### DATASET RECORDS ###
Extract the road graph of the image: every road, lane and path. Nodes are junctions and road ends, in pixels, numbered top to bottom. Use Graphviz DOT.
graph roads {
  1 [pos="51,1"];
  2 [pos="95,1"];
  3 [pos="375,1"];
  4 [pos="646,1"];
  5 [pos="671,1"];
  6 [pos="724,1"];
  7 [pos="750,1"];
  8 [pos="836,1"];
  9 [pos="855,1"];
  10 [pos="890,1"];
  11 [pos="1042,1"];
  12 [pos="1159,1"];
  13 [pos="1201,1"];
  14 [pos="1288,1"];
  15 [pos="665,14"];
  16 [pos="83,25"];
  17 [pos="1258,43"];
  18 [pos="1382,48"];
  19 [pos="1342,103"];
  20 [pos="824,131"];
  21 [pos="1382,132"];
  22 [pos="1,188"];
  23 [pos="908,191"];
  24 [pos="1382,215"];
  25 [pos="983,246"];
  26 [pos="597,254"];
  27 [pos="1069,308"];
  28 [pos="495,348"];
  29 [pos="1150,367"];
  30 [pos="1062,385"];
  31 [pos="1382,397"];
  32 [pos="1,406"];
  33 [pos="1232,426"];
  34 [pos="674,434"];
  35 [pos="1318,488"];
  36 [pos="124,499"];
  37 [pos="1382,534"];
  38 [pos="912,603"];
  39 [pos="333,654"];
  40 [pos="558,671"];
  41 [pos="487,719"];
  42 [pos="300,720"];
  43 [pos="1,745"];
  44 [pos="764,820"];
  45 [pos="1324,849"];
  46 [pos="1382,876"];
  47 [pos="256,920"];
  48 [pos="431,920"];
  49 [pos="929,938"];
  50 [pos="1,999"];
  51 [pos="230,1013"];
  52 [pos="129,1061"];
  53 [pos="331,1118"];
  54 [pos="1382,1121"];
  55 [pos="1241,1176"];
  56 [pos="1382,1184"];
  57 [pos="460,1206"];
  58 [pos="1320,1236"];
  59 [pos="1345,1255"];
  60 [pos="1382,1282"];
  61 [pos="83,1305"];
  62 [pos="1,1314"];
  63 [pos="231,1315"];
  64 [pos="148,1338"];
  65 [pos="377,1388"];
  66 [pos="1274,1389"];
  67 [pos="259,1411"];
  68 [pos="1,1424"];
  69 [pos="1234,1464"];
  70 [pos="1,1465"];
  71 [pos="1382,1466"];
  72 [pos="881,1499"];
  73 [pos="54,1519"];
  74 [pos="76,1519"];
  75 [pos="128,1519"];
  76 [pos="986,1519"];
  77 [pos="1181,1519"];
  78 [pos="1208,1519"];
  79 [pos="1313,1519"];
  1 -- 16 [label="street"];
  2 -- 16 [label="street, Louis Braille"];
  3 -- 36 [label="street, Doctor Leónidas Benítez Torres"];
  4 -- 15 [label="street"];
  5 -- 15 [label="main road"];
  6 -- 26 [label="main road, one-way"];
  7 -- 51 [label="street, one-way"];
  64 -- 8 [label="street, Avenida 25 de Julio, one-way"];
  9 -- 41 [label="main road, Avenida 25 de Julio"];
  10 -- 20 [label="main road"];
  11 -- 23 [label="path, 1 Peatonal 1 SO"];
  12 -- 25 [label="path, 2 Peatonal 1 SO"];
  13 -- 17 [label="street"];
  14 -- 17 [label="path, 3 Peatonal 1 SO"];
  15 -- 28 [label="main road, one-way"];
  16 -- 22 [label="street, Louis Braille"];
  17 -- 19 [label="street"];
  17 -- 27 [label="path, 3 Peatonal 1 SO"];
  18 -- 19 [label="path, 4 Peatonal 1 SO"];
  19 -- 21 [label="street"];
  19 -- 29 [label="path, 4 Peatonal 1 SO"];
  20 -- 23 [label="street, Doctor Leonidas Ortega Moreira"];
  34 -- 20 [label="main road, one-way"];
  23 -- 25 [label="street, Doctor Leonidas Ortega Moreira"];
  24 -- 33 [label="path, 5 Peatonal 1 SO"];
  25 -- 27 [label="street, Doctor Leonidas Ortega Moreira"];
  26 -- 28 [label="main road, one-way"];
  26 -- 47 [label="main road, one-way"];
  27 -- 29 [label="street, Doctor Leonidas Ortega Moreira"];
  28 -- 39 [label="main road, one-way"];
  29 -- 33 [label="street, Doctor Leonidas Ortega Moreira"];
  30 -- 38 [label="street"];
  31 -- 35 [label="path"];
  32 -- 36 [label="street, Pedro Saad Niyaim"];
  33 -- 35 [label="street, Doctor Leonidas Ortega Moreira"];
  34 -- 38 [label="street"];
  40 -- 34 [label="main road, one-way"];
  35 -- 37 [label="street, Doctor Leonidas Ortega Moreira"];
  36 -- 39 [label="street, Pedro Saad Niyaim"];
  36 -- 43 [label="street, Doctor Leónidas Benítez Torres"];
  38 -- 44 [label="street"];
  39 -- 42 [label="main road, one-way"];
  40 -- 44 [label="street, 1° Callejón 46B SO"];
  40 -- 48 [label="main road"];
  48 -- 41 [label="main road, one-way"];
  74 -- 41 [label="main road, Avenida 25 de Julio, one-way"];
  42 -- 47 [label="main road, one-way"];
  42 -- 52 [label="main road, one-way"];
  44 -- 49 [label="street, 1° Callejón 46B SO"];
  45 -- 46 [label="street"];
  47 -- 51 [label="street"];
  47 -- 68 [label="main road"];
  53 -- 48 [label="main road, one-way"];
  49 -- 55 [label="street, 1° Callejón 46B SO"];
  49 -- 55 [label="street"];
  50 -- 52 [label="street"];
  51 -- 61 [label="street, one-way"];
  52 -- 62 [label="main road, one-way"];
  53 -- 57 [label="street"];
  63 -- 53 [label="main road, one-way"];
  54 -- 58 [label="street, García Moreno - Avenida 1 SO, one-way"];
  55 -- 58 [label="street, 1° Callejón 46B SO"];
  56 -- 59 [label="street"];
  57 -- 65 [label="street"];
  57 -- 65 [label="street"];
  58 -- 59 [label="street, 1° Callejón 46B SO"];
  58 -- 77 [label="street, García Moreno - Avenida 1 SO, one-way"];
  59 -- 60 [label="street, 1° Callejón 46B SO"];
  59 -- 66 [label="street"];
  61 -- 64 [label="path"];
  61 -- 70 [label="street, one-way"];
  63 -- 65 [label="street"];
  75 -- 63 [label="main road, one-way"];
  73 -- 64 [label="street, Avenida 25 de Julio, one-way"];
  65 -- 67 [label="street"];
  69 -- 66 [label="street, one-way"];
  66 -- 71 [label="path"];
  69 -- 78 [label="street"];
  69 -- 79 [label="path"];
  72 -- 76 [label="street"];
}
###
PROBLEM TO SOLVE: Nothing is to be altered; retype each entry exactly.

OUTPUT BELOW:
Extract the road graph of the image: every road, lane and path. Nodes are junctions and road ends, in pixels, numbered top to bottom. Use Graphviz DOT.
graph roads {
  1 [pos="51,1"];
  2 [pos="95,1"];
  3 [pos="375,1"];
  4 [pos="646,1"];
  5 [pos="671,1"];
  6 [pos="724,1"];
  7 [pos="750,1"];
  8 [pos="836,1"];
  9 [pos="855,1"];
  10 [pos="890,1"];
  11 [pos="1042,1"];
  12 [pos="1159,1"];
  13 [pos="1201,1"];
  14 [pos="1288,1"];
  15 [pos="665,14"];
  16 [pos="83,25"];
  17 [pos="1258,43"];
  18 [pos="1382,48"];
  19 [pos="1342,103"];
  20 [pos="824,131"];
  21 [pos="1382,132"];
  22 [pos="1,188"];
  23 [pos="908,191"];
  24 [pos="1382,215"];
  25 [pos="983,246"];
  26 [pos="597,254"];
  27 [pos="1069,308"];
  28 [pos="495,348"];
  29 [pos="1150,367"];
  30 [pos="1062,385"];
  31 [pos="1382,397"];
  32 [pos="1,406"];
  33 [pos="1232,426"];
  34 [pos="674,434"];
  35 [pos="1318,488"];
  36 [pos="124,499"];
  37 [pos="1382,534"];
  38 [pos="912,603"];
  39 [pos="333,654"];
  40 [pos="558,671"];
  41 [pos="487,719"];
  42 [pos="300,720"];
  43 [pos="1,745"];
  44 [pos="764,820"];
  45 [pos="1324,849"];
  46 [pos="1382,876"];
  47 [pos="256,920"];
  48 [pos="431,920"];
  49 [pos="929,938"];
  50 [pos="1,999"];
  51 [pos="230,1013"];
  52 [pos="129,1061"];
  53 [pos="331,1118"];
  54 [pos="1382,1121"];
  55 [pos="1241,1176"];
  56 [pos="1382,1184"];
  57 [pos="460,1206"];
  58 [pos="1320,1236"];
  59 [pos="1345,1255"];
  60 [pos="1382,1282"];
  61 [pos="83,1305"];
  62 [pos="1,1314"];
  63 [pos="231,1315"];
  64 [pos="148,1338"];
  65 [pos="377,1388"];
  66 [pos="1274,1389"];
  67 [pos="259,1411"];
  68 [pos="1,1424"];
  69 [pos="1234,1464"];
  70 [pos="1,1465"];
  71 [pos="1382,1466"];
  72 [pos="881,1499"];
  73 [pos="54,1519"];
  74 [pos="76,1519"];
  75 [pos="128,1519"];
  76 [pos="986,1519"];
  77 [pos="1181,1519"];
  78 [pos="1208,1519"];
  79 [pos="1313,1519"];
  1 -- 16 [label="street"];
  2 -- 16 [label="street, Louis Braille"];
  3 -- 36 [label="street, Doctor Leónidas Benítez Torres"];
  4 -- 15 [label="street"];
  5 -- 15 [label="main road"];
  6 -- 26 [label="main road, one-way"];
  7 -- 51 [label="street, one-way"];
  64 -- 8 [label="street, Avenida 25 de Julio, one-way"];
  9 -- 41 [label="main road, Avenida 25 de Julio"];
  10 -- 20 [label="main road"];
  11 -- 23 [label="path, 1 Peatonal 1 SO"];
  12 -- 25 [label="path, 2 Peatonal 1 SO"];
  13 -- 17 [label="street"];
  14 -- 17 [label="path, 3 Peatonal 1 SO"];
  15 -- 28 [label="main road, one-way"];
  16 -- 22 [label="street, Louis Braille"];
  17 -- 19 [label="street"];
  17 -- 27 [label="path, 3 Peatonal 1 SO"];
  18 -- 19 [label="path, 4 Peatonal 1 SO"];
  19 -- 21 [label="street"];
  19 -- 29 [label="path, 4 Peatonal 1 SO"];
  20 -- 23 [label="street, Doctor Leonidas Ortega Moreira"];
  34 -- 20 [label="main road, one-way"];
  23 -- 25 [label="street, Doctor Leonidas Ortega Moreira"];
  24 -- 33 [label="path, 5 Peatonal 1 SO"];
  25 -- 27 [label="street, Doctor Leonidas Ortega Moreira"];
  26 -- 28 [label="main road, one-way"];
  26 -- 47 [label="main road, one-way"];
  27 -- 29 [label="street, Doctor Leonidas Ortega Moreira"];
  28 -- 39 [label="main road, one-way"];
  29 -- 33 [label="street, Doctor Leonidas Ortega Moreira"];
  30 -- 38 [label="street"];
  31 -- 35 [label="path"];
  32 -- 36 [label="street, Pedro Saad Niyaim"];
  33 -- 35 [label="street, Doctor Leonidas Ortega Moreira"];
  34 -- 38 [label="street"];
  40 -- 34 [label="main road, one-way"];
  35 -- 37 [label="street, Doctor Leonidas Ortega Moreira"];
  36 -- 39 [label="street, Pedro Saad Niyaim"];
  36 -- 43 [label="street, Doctor Leónidas Benítez Torres"];
  38 -- 44 [label="street"];
  39 -- 42 [label="main road, one-way"];
  40 -- 44 [label="street, 1° Callejón 46B SO"];
  40 -- 48 [label="main road"];
  48 -- 41 [label="main road, one-way"];
  74 -- 41 [label="main road, Avenida 25 de Julio, one-way"];
  42 -- 47 [label="main road, one-way"];
  42 -- 52 [label="main road, one-way"];
  44 -- 49 [label="street, 1° Callejón 46B SO"];
  45 -- 46 [label="street"];
  47 -- 51 [label="street"];
  47 -- 68 [label="main road"];
  53 -- 48 [label="main road, one-way"];
  49 -- 55 [label="street, 1° Callejón 46B SO"];
  49 -- 55 [label="street"];
  50 -- 52 [label="street"];
  51 -- 61 [label="street, one-way"];
  52 -- 62 [label="main road, one-way"];
  53 -- 57 [label="street"];
  63 -- 53 [label="main road, one-way"];
  54 -- 58 [label="street, García Moreno - Avenida 1 SO, one-way"];
  55 -- 58 [label="street, 1° Callejón 46B SO"];
  56 -- 59 [label="street"];
  57 -- 65 [label="street"];
  57 -- 65 [label="street"];
  58 -- 59 [label="street, 1° Callejón 46B SO"];
  58 -- 77 [label="street, García Moreno - Avenida 1 SO, one-way"];
  59 -- 60 [label="street, 1° Callejón 46B SO"];
  59 -- 66 [label="street"];
  61 -- 64 [label="path"];
  61 -- 70 [label="street, one-way"];
  63 -- 65 [label="street"];
  75 -- 63 [label="main road, one-way"];
  73 -- 64 [label="street, Avenida 25 de Julio, one-way"];
  65 -- 67 [label="street"];
  69 -- 66 [label="street, one-way"];
  66 -- 71 [label="path"];
  69 -- 78 [label="street"];
  69 -- 79 [label="path"];
  72 -- 76 [label="street"];
}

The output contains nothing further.